Saya mempunyai seorang teman dari Timur tengah, yang sepupunya seorang Mufty, atau Ketua Mahelis Ulama di salah satu negara di sana. Ia mengomentari kejadian dan diskursus yang beredar di negara kita - dari fatwa yang dikeluarkan MUI sampai pada meningkatnya radikalisme dan indoktrinasi agama terhadap anak-anak kita - teman saya dari Arab itu berkata:
“Penting (bagi) mu (untuk) mengetahui kemunafikan dari masyarakat yang terbelakang di mana kita tinggal. Saya menyaksikan sendiri saat tinggal di Indonesia lebih banyak di antara kalian yang toleran, mau menerima orang lain, tulus, apresiatif terhadap alam dan lingkungan, di sini di (Timur) Tengah saya merasa tepat berkebalikan dengan kutub duniamu! Itulah sebabnya saya terus-menerus mengulangi betapa pentingnya untuk tetap melestarikan budayamu, alam dan nilai-nilai tersebut.”
Sayang, nilai-nilai budaya tersebut kini dianggap “tidak sejalan dengan agama.” Menariknya dan kebetulan sekali, orang yang mengatakan hal itu begitu takut terhadap pemerintahan kita saat ini, padahal faktanya lembaga mereka didanai oleh negara dengan uang para pembayar pajak.
Baru-baru ini, Pangeran Hassan Bin Talal dari Yordania di Islamabad mengatakan: “Di masa depan kekuatan besar dunia akan berasal dari Asia, jadi kekuatan yang berkuasa saat ini akan melakukan sebaik-baiknya investasi pada orang-orang di Timur Tengah untuk memastikan bahwa dunia baru itu tak membawa dengannya masalah-masalah dari yang lama.”
Orang Arab seperti Pangeran Hassan dan kutipan teman saya di atas bisa dihitung dengan jari. Tapi mereka semua menyadari bahwa mereka hidup di tengan masyarakat yang sakit, dan kita orang Indonesia sedang "mengimpor" penyakit mereka.

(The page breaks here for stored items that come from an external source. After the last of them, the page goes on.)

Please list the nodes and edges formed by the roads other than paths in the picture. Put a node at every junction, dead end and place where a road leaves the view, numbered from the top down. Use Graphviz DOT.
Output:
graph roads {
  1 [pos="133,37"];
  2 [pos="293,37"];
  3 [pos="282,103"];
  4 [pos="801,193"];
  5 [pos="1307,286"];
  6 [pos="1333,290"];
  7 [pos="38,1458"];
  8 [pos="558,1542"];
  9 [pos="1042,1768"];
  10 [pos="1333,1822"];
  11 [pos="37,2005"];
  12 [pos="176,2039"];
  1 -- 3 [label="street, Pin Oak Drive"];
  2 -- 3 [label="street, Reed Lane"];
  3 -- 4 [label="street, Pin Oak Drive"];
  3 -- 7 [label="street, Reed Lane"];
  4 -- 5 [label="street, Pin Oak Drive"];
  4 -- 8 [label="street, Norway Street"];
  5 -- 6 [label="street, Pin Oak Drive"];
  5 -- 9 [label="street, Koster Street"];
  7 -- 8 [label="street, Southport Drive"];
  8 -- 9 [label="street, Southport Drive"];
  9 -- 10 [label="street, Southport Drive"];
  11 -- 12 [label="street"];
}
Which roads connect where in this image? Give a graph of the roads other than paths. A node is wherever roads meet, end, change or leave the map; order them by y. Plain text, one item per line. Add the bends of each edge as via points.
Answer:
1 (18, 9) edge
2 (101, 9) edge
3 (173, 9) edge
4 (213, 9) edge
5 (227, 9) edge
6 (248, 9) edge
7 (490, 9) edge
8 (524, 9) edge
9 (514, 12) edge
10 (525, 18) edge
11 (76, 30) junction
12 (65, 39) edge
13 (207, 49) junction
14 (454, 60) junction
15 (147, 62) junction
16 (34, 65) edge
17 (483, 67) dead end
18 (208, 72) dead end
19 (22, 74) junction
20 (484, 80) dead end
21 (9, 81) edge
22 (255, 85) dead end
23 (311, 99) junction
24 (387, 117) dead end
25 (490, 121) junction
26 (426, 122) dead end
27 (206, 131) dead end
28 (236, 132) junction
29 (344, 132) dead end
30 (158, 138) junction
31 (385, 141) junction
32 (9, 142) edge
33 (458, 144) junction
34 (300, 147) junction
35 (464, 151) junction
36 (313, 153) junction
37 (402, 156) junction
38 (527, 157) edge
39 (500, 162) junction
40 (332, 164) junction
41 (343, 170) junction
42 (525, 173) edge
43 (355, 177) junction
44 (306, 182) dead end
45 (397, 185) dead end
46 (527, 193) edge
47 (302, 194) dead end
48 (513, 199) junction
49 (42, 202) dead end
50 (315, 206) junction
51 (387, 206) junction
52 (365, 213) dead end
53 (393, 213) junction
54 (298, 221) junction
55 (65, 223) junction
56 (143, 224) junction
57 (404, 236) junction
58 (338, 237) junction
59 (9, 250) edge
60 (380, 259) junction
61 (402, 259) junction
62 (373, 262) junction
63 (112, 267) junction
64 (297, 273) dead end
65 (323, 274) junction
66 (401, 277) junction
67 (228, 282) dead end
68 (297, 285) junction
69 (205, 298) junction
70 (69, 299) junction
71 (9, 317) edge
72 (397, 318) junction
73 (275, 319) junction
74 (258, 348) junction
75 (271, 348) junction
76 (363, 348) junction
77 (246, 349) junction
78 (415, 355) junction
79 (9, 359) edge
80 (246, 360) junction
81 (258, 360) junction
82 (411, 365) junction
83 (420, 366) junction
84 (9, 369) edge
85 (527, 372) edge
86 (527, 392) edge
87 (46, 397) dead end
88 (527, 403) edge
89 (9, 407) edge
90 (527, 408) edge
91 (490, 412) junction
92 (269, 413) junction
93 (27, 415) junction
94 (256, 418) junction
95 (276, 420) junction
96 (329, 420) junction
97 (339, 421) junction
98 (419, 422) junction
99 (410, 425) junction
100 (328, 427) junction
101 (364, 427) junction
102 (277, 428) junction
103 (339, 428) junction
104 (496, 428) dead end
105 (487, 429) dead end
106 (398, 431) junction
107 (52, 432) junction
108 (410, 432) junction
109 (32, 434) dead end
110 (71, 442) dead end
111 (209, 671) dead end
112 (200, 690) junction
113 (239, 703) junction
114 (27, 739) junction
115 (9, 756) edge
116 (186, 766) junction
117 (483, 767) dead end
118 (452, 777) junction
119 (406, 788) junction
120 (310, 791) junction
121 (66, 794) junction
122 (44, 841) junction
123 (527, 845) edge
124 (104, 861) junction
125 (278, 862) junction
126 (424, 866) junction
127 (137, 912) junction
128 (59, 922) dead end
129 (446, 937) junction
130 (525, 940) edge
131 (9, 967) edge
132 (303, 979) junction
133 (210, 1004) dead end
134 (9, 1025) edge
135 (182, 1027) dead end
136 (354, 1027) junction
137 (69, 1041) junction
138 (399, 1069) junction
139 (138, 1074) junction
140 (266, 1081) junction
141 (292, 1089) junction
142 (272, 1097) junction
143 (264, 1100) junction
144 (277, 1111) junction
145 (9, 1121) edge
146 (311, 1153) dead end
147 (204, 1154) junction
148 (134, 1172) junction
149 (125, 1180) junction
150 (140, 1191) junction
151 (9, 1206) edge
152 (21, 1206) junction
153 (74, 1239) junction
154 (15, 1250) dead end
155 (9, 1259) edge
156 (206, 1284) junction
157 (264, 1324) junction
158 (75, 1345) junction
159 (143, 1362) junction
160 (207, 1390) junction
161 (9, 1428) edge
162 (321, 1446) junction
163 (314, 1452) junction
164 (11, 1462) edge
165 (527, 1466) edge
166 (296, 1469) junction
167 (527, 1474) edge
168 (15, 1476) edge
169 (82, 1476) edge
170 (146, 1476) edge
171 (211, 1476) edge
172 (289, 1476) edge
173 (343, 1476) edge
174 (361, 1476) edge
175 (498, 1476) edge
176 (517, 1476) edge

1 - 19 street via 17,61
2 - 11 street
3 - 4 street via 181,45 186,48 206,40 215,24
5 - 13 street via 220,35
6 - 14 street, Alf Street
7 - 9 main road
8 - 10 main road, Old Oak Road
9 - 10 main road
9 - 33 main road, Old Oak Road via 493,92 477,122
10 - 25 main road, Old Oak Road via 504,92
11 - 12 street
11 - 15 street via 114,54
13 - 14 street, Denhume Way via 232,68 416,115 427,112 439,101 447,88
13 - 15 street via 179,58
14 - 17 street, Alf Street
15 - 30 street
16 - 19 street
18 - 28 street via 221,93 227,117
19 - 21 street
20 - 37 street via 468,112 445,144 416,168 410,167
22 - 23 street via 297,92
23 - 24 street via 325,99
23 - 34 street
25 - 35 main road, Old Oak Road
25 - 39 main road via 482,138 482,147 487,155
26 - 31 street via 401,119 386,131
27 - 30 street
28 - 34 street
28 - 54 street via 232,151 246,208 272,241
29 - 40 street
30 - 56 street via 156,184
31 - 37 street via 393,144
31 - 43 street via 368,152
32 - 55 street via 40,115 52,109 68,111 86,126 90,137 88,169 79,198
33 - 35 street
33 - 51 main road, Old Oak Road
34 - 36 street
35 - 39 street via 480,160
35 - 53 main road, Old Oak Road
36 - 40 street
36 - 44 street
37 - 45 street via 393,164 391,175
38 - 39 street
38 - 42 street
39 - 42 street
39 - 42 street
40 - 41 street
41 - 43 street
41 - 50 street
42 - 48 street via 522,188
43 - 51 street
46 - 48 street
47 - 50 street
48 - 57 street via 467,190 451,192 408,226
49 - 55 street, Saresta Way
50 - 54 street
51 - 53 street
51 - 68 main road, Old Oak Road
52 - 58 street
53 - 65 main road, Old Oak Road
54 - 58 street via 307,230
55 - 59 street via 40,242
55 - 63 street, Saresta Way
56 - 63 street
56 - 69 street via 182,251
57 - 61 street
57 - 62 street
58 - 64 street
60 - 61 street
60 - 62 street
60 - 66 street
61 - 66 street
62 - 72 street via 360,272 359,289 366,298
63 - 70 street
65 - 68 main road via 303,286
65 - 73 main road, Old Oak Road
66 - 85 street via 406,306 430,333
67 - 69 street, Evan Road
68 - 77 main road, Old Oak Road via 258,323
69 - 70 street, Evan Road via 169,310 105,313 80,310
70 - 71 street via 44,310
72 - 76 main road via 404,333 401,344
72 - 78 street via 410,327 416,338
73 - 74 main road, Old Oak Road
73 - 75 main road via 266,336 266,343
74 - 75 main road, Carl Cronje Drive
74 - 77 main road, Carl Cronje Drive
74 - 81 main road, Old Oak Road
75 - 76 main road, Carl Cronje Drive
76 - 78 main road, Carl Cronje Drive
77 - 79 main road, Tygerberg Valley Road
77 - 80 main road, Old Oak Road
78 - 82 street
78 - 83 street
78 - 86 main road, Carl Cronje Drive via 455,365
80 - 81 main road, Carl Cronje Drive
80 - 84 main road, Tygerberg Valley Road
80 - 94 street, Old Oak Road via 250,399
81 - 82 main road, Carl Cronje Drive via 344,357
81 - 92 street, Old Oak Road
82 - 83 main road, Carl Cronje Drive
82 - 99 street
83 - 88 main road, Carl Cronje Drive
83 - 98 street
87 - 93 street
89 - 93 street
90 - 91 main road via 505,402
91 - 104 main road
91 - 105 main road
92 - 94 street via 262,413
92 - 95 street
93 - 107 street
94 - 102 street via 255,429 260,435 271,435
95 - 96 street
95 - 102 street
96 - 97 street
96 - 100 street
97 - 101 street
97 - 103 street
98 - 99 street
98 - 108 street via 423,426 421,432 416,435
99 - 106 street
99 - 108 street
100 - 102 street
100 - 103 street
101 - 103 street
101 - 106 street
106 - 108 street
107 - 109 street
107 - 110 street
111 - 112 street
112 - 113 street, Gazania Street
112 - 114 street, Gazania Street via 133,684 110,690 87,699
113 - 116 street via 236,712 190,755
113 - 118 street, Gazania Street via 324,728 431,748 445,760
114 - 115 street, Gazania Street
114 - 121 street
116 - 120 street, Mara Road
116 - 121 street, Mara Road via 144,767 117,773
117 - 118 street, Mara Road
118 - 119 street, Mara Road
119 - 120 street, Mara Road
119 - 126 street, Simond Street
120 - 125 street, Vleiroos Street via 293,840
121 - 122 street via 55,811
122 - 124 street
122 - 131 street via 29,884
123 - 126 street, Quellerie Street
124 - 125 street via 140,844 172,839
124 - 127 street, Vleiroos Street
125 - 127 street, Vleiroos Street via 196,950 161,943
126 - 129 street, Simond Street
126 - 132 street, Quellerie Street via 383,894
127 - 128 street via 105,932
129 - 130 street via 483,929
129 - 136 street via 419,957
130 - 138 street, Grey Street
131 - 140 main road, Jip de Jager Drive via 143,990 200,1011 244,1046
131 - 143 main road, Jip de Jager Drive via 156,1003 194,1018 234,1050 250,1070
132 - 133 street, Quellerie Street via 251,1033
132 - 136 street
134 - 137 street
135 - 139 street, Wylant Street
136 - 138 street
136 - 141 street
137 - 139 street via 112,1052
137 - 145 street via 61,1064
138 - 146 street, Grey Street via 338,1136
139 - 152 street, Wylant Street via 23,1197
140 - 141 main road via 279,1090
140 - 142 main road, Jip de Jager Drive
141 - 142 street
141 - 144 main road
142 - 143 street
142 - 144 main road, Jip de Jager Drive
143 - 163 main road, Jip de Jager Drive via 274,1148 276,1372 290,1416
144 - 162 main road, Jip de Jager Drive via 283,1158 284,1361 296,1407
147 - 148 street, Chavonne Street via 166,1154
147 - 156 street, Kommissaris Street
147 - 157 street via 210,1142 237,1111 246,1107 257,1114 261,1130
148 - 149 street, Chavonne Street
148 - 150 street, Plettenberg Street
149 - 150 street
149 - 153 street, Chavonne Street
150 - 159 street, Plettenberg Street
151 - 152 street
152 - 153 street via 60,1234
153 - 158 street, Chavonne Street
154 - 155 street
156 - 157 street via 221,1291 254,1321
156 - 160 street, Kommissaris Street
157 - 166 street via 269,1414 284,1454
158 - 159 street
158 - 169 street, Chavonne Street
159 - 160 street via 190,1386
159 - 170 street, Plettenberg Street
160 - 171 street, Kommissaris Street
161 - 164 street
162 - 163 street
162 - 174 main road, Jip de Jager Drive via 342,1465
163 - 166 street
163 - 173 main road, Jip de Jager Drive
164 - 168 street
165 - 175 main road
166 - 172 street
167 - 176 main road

Kita menerima semua jenis virus mematikan yang diekspor oleh mereka.
Dalam sebuah e-mail untuk seorang teman, Aktivis Muslim Indonesia, sebuah nama yang amat diperhitungkan, teman Arab saya tadi menambahkan hal ini pada pernyataan Pangeran Hassan: “Itulah tepatnya yang saya sangat kwatirkan tentang kapan kita bisa membicarakan tentang gelombang (kata dihilangkan) dan (kata dihilangkan) impor kelakuan bodoh lainnya berupa intoleransi, kepicikan pikiran!”
“KAMU HARUS MEMUTUSKAN ISLAM MACAM APA YANG SESUAI BAGIMU. KAMU MUSTI MEMPENGARUHI DUNIA MUSLIM LAMA DENGAN NILAI-NILAIMU DAN TRADISI TOLERANSI, PENERIMAAN TERHADAP YANG LAIN, KERENDAHAN HATI DAN KESEDERHANAAN.”
Huruf besar bukan “improvisasi" saya.”Saya mengutip e-mail seperti yang tertulis. Saya menghapus 2 kata, yang saya tahu akan diprotes secara keras oleh kepicikan pikiran “kita”, yang mengidentifikasi agama dengan atribut-atribut luaran.
Indonesia cepat menjadi negara yang “terjajah” secara budaya, dan masyarakat kita terpecah-belah karenanya. Budaya Saudi, ideoogi wahabi dan tradisi Arabia, yang tak sejalan dengan budaya kita sendiri akan mendominasi dalam skala besar. Dan, sang penjajah tentu menarik keuntungan dari penjajahan semacam itu.
Saya harus mengulangi sekali lagi bahwa Arab Saudi dan negara Timur Tengah lainnya kurang dari 100 tahun lagi akan kehabisan sumber daya minyak mereka dan sekarang mereka dihadapkan pada kemungkinan kerusuhan sosial karena menipisnya bahan pangan dan air minum.